Class GeoParquetDialect


  • public class GeoParquetDialect
    extends DuckDBDialect
    SQL Dialect for GeoParquet format.

    This dialect extends the base DuckDB dialect with GeoParquet-specific functionality:

    • Parsing and utilizing GeoParquet metadata from the "geo" field
    • Setting up appropriate SQL views for GeoParquet files
    • Optimizing spatial operations and bounds computations
    • Handling both local and remote (HTTP, S3) GeoParquet data access

    The dialect extracts and uses the GeoParquet specification metadata to provide improved performance for operations like bounds computation and feature access. It supports both standard GeoParquet format (1.1.0) and development versions (1.2.0-dev).

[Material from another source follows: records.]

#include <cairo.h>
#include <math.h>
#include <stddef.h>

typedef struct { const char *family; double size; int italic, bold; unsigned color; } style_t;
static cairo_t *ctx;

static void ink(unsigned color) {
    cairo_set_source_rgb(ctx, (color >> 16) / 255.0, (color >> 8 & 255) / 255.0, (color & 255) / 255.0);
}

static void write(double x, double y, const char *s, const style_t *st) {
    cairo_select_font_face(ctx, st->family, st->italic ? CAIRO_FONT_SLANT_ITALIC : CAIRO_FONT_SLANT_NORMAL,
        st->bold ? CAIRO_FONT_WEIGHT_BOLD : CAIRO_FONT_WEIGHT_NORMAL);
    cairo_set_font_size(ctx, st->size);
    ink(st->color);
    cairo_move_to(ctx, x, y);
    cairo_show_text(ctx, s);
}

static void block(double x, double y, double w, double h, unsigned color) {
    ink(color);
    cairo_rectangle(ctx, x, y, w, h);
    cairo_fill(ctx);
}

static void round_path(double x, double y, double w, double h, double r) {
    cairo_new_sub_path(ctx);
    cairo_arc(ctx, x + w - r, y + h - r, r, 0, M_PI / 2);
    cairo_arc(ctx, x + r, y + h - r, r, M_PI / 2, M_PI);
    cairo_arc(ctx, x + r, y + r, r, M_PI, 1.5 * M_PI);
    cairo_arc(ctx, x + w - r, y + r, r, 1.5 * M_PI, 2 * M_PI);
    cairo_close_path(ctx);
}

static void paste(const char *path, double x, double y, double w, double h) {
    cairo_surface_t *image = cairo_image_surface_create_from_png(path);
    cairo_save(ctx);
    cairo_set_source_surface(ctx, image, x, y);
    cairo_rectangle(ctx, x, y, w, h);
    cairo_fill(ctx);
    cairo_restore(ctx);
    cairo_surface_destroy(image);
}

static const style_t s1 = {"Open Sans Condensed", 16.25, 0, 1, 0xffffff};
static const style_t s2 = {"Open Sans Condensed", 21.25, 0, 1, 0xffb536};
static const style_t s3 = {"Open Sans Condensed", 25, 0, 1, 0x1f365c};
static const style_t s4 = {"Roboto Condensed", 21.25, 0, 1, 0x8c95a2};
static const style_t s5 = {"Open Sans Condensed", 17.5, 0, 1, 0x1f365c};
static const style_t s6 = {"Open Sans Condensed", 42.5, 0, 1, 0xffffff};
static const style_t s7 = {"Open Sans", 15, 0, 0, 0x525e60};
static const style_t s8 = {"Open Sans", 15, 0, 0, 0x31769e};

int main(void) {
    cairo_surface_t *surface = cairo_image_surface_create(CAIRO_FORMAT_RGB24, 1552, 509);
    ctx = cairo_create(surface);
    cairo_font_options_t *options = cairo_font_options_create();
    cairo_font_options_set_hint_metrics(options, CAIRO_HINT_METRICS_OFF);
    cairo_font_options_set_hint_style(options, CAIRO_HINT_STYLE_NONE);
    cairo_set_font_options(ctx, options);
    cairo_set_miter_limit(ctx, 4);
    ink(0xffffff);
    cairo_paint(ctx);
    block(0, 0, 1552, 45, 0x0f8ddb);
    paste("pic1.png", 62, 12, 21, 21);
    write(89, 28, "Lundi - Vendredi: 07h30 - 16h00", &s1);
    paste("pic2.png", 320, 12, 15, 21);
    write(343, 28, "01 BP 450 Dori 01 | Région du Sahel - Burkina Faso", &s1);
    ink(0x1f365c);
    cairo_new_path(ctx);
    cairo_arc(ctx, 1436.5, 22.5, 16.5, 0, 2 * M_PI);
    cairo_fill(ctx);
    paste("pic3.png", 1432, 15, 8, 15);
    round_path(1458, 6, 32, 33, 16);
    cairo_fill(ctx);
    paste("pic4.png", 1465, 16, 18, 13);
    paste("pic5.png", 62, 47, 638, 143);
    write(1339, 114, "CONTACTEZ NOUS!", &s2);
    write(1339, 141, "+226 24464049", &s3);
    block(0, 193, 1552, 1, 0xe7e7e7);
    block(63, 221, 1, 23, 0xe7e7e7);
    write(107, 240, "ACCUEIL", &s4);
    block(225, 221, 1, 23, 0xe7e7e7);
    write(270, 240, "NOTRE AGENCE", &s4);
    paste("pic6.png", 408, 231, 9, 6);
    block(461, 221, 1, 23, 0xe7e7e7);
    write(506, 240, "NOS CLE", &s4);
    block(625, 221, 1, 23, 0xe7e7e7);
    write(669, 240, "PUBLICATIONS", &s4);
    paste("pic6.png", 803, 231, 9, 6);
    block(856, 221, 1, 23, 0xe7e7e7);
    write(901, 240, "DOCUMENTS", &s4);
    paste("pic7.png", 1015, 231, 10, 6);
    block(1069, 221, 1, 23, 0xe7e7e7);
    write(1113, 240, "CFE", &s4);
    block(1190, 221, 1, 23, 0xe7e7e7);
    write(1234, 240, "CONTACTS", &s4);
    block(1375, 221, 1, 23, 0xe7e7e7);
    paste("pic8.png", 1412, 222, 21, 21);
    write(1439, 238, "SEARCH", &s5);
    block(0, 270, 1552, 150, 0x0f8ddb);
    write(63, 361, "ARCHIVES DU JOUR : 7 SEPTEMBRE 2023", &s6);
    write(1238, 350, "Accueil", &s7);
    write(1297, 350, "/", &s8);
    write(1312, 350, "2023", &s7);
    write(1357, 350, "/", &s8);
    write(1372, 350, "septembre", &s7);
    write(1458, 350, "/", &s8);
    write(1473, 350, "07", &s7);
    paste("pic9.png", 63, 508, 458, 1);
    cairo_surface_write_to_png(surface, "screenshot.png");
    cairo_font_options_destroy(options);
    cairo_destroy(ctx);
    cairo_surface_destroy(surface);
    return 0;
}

    The dialect uses several performance optimizations:

    • Extracting bounds from GeoParquet metadata rather than computing them
    • Creating SQL views for consistent access to partitioned datasets
    • Using DuckDB's spatial functions for efficient querying
    • Maintaining a cache of metadata to avoid repeated parsing

    It works in conjunction with GeoParquetViewManager to handle Hive-partitioned datasets, exposing each partition as a separate feature type.

    • Constructor Detail

      • GeoParquetDialect

        public GeoParquetDialect​(JDBCDataStore dataStore)
        Creates a new GeoParquetDialect.
        Parameters:
        dataStore - The JDBC datastore this dialect will work with
    • Method Detail

      • ensureViewExists

        public void ensureViewExists​(String viewName)
                              throws IOException
        Ensures that a database view exists for the specified feature type.

        This method is called before any operations that require access to a feature type's schema or data, implementing the lazy initialization pattern. If the view already exists, this method has no effect.

        Parameters:
        viewName - The name of the view/feature type to ensure exists
        Throws:
        IOException - If there is an error creating the view
      • getTypeNames

        public List<String> getTypeNames()
                                  throws IOException
        Returns a list of all available feature type names.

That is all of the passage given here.